Description of the task » Pull each line containing "shadow" out of the data and copy it.

Stored items from a collection:
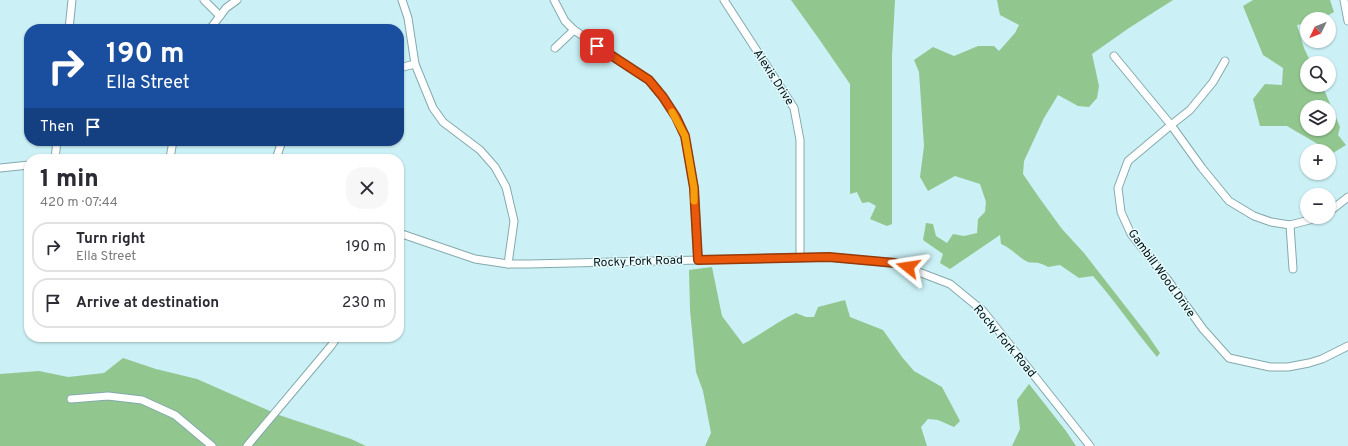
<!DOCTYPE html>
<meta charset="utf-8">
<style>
body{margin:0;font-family:Overpass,sans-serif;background:#f7f7f7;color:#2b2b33;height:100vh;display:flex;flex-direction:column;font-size:15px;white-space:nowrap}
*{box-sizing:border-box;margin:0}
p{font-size:13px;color:#7c7c81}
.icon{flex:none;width:22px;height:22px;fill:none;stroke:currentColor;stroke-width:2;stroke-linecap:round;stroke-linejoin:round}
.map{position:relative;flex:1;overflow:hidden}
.side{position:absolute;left:24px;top:154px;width:380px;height:188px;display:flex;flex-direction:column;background:#fff;border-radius:16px;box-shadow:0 1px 3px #0004}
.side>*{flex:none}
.banner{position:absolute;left:24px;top:24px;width:380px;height:122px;border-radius:16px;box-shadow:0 1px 3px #0004;background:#1a4fa0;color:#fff;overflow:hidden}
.needle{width:26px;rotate:227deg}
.fabs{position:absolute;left:1300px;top:12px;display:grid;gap:8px}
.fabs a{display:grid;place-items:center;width:36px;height:36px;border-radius:50%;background:#fff;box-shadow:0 1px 3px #0004;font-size:20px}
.pin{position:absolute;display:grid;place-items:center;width:34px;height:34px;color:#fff;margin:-17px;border-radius:8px;box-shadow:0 2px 6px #0006}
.me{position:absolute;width:44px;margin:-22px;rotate:285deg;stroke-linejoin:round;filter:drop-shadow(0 0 3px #0008)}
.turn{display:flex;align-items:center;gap:14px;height:84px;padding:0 16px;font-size:18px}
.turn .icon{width:52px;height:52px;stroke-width:2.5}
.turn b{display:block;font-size:28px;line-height:34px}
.then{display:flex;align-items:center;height:38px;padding:0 16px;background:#0003;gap:8px;font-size:15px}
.round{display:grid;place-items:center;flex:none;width:42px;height:42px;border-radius:16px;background:#f7f7f7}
.head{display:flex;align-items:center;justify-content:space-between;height:68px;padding:0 16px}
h1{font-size:24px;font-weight:800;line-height:30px}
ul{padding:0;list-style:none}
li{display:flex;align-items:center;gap:12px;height:50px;margin:0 8px 6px;padding:0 8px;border:2px solid #e1e1e2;border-radius:16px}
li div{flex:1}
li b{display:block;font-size:15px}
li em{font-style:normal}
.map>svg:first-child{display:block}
.forest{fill:#91c68e;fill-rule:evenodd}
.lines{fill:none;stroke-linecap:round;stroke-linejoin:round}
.minor-casing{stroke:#84a9ad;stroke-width:9}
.minor{stroke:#fff;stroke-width:7}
.route-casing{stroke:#983908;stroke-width:10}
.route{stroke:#ea580c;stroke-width:7}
.slow{stroke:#f59e0b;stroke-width:7}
.labels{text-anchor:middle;stroke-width:3;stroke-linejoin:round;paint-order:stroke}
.street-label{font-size:12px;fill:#020e0f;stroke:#e5fbfe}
</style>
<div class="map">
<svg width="1348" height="446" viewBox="0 0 1348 446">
<rect width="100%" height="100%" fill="#cbf1f6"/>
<!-- forest -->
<g class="forest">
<polygon points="791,0 895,0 892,56 892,224 887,226 870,219 876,206 869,202 862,203 857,192 850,194 850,84 819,39"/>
<path d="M 997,0 L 1173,0 L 1129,28 L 1092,54 L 1099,86 L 1097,98 L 1089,107 L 1078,106 L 1058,95 L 1044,118 L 1024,161 L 1023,174 L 1038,196 L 1062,229 L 1084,253 L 1147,334 L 1160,353 L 1157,357 C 1135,331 1116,302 1093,276 L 1079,278 L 1060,265 L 1048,267 C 1037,260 1033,265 1026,261 C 1017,256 1011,248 1001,244 L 1000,235 L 950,269 L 940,263 L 943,254 L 923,240 L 926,223 L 933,224 L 936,236 L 947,243 L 953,234 L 964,236 L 977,233 L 978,219 L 985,212 L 986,202 L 980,184 L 955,176 L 928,191 L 920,177 L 924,146 L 919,72 L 914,60 L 933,47 L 954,56 L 978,46 L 994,46 L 999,51 L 1015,33 L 1019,25 L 1000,15 Z"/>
<path d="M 1253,0 L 1330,0 L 1334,12 L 1321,19 L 1307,19 L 1307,23 L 1297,25 L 1304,48 L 1311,63 L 1307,63 L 1307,85 L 1322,85 L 1340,127 L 1338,135 L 1346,145 L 1333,153 L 1287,126 L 1260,126 L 1253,99 L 1265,84 L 1282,85 L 1283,68 L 1263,55 L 1243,6 ZM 1307,107 L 1329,107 L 1329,129 L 1307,129 Z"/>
<path d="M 712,267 L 722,316 L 743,344 C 761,335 777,321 796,313 L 806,317 L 814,317 L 818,307 L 845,300 L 850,317 L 883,330 L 902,357 L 914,371 L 942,387 L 960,421 L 954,427 L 938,420 L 928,419 L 921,427 L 927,446 L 705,446 L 711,433 L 703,391 L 696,372 L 690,310 L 689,270 Z"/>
<polygon points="123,358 156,369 197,379 279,415 351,439 366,446 0,446 0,374 39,371 68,377 104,373"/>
<polygon points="1029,384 1066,431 1076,446 1012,446 1020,429 1017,400"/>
</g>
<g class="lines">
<defs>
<g id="minor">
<polyline points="204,0 220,16"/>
<polyline points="402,0 408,18 415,64 433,108 443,122 480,150 495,167 506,187 514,221 508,264"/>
<polyline points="554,0 565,21 574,30 649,80 663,97 676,117 685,136 694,188 698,260"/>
<polyline points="724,0 794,108 800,140 800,257"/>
<polyline points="1344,0 1348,21"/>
<polyline points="69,29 72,0"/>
<polyline points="210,29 226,8 237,0"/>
<polyline points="555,48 574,30"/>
<polyline points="1114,56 1171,125 1190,110 1213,82 1225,61"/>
<polyline points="399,68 415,64"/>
<polyline points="170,158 173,141"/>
<polyline points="55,159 57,141"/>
<polyline points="159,159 174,159"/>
<polyline points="276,159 282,141"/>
<polyline points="0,168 29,165"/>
<polyline points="1329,212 1348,197"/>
<polyline points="1321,217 1290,225 1271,222 1254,216 1229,201 1202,168 1171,125 1128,161 1118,188 1121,212 1131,234 1167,279 1203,329 1229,358 1270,367 1288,367 1309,363 1322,359 1348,346"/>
<polyline points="1290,225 1293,269"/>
<polyline points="399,233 475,259 508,264 529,264 829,257 895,263 950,284 983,311 1090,446"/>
<polyline points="71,399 108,396 142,400 175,415 212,446"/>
<polyline points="247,446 331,346 337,337"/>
</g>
</defs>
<!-- minor casing -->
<use href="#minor" class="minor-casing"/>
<!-- minor -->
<use href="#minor" class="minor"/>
</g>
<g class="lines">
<defs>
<polyline id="route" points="597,46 649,80 663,97 676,117 685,136 694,188 698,260 829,257 895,263 908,267"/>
</defs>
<!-- route casing -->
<use href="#route" class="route-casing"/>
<!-- route -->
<use href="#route" class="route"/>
<!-- slow -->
<polyline class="slow" points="672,112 685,136 694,188 694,201"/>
</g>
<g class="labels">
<!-- street labels -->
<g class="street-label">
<text transform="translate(774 77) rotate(57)" y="4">Alexis Drive</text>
<text transform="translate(638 261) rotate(-2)" y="4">Rocky Fork Road</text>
<text transform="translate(1162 273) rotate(54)" y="4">Gambill Wood Drive</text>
<text transform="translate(1005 341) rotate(50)" y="4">Rocky Fork Road</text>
</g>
</g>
</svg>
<div class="fabs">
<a><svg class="needle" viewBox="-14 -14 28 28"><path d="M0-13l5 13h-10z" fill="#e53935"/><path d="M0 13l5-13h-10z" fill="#7c7c81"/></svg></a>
<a><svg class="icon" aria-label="search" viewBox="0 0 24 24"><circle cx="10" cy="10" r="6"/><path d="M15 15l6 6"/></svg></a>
<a><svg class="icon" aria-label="layers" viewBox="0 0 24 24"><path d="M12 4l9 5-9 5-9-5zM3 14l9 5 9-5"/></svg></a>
<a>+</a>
<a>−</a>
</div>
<div class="pin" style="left:597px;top:46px;background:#d93025"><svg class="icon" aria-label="arrive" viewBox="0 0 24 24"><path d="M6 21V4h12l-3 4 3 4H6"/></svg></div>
<svg class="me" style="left:908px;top:267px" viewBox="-20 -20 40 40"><path d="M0-17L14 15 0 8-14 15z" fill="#ea580c" stroke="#fff" stroke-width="4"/></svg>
<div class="banner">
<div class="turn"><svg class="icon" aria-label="right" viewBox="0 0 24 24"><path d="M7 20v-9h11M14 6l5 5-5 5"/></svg><div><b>190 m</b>Ella Street</div></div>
<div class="then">Then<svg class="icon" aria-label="arrive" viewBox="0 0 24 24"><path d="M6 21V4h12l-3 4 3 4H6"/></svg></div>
</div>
<section class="side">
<div class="head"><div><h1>1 min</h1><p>420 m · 07:44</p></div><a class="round"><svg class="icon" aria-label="close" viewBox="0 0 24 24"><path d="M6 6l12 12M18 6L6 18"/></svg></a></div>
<ul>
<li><svg class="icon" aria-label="right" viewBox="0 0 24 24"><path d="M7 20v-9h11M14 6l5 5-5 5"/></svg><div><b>Turn right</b><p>Ella Street</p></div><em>190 m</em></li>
<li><svg class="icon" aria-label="arrive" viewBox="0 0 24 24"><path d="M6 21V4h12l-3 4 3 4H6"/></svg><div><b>Arrive at destination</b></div><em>230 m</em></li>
</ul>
</section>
</div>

Exercise output »
.side{position:absolute;left:24px;top:154px;width:380px;height:188px;display:flex;flex-direction:column;background:#fff;border-radius:16px;box-shadow:0 1px 3px #0004}
.banner{position:absolute;left:24px;top:24px;width:380px;height:122px;border-radius:16px;box-shadow:0 1px 3px #0004;background:#1a4fa0;color:#fff;overflow:hidden}
.fabs a{display:grid;place-items:center;width:36px;height:36px;border-radius:50%;background:#fff;box-shadow:0 1px 3px #0004;font-size:20px}
.pin{position:absolute;display:grid;place-items:center;width:34px;height:34px;color:#fff;margin:-17px;border-radius:8px;box-shadow:0 2px 6px #0006}
.me{position:absolute;width:44px;margin:-22px;rotate:285deg;stroke-linejoin:round;filter:drop-shadow(0 0 3px #0008)}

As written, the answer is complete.